Let’s discuss in more detail what the essence of arbitration is. The main idea of these strategies is to take two (or more) identical or linked assets traded on different sites, and when the price on one exchange becomes more than another, then make an arbitration deal: to sell the asset where it is more expensive, And buy where it is cheaper. When the prices on the stock exchanges are equal, then it is necessary to perform a reverse operation and close the positions. As a result, each arbitrage transaction will yield a guaranteed profit, independent of the market movement.

The strategy described is known as the classical two-legged arbitration.
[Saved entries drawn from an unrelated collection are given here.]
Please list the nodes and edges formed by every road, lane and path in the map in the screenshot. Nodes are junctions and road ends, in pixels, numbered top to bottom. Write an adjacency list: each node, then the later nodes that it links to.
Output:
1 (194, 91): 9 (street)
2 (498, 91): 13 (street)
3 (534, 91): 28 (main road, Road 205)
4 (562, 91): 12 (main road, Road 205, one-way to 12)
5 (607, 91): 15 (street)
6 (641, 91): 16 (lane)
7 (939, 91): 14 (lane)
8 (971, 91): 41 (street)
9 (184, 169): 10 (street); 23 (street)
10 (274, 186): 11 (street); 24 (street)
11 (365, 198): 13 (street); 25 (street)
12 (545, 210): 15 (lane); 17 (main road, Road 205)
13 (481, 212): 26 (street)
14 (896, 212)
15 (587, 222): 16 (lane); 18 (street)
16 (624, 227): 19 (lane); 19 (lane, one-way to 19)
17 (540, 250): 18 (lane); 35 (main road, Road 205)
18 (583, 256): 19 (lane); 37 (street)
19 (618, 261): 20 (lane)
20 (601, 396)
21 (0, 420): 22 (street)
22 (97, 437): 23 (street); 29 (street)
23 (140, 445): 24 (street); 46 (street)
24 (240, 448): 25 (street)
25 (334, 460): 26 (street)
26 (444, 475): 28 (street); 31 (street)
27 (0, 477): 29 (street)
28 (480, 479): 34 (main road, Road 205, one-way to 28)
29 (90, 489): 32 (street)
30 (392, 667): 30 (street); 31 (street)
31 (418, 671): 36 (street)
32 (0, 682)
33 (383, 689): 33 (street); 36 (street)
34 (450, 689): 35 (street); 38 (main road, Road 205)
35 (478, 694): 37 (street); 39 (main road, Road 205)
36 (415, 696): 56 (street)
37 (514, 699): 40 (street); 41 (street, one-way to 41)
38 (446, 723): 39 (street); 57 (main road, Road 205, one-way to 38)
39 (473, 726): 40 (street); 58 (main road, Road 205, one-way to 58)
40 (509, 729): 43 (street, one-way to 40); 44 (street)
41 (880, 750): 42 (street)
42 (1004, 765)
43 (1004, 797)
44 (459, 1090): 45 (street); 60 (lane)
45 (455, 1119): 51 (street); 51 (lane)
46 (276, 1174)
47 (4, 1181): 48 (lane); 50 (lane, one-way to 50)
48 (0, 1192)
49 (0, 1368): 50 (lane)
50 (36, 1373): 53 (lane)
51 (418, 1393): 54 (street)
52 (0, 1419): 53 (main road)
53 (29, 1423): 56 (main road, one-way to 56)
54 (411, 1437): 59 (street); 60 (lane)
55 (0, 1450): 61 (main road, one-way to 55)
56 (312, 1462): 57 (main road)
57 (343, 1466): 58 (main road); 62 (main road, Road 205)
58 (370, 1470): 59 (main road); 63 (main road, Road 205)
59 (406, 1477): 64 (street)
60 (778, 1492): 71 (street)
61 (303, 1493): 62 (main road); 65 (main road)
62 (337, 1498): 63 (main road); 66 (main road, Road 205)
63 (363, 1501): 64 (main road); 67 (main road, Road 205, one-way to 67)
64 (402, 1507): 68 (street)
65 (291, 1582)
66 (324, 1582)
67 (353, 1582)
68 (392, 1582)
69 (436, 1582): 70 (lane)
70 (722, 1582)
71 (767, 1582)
But in some cases, particularly forex, it is more advantageous to use one-legged arbitrage, in which transactions are carried out only on the side of one broker, which is “led” in relation to the second broker. In those cases when the quotes of one of the brokers are late relative to the second, the profit from the arbitrage deals will accumulate on the side of the lagging one, so there is no point in opening the opposite transactions on the second broker.

Consider what options exist for implementing arbitrage strategies on Forex. First, the most famous option is arbitrage of exchange rates. In this case, usually only one-legged arbitration is used, because the situation when the quotes of one broker is late relative to another is not uncommon in forex trading. Secondly, a wide range of options is provided by the option of arbitration between CFD-contracts traded in Forex and stock exchange instruments. In particular, you can use quotes from the stock exchange as a leading source and trade only CFD-contracts. Thirdly, it is possible to arrange arbitration between futures, for example, from the CME futures market, and CFD-contracts for the underlying assets underlying these futures traded in Forex.

In conclusion, we note that modern trading is characterized by the highest degree of competition among bidders. The trader who has not only the best trading strategy, but the best software wins. Arbitrage trade is a high-tech way of earning, which requires a special program – a trading robot capable of performing simultaneous operations on various trading floors. As an example of such a robot can lead Megatrader, which works with forex as well as with the stock market and can implement almost any arbitrage strategy.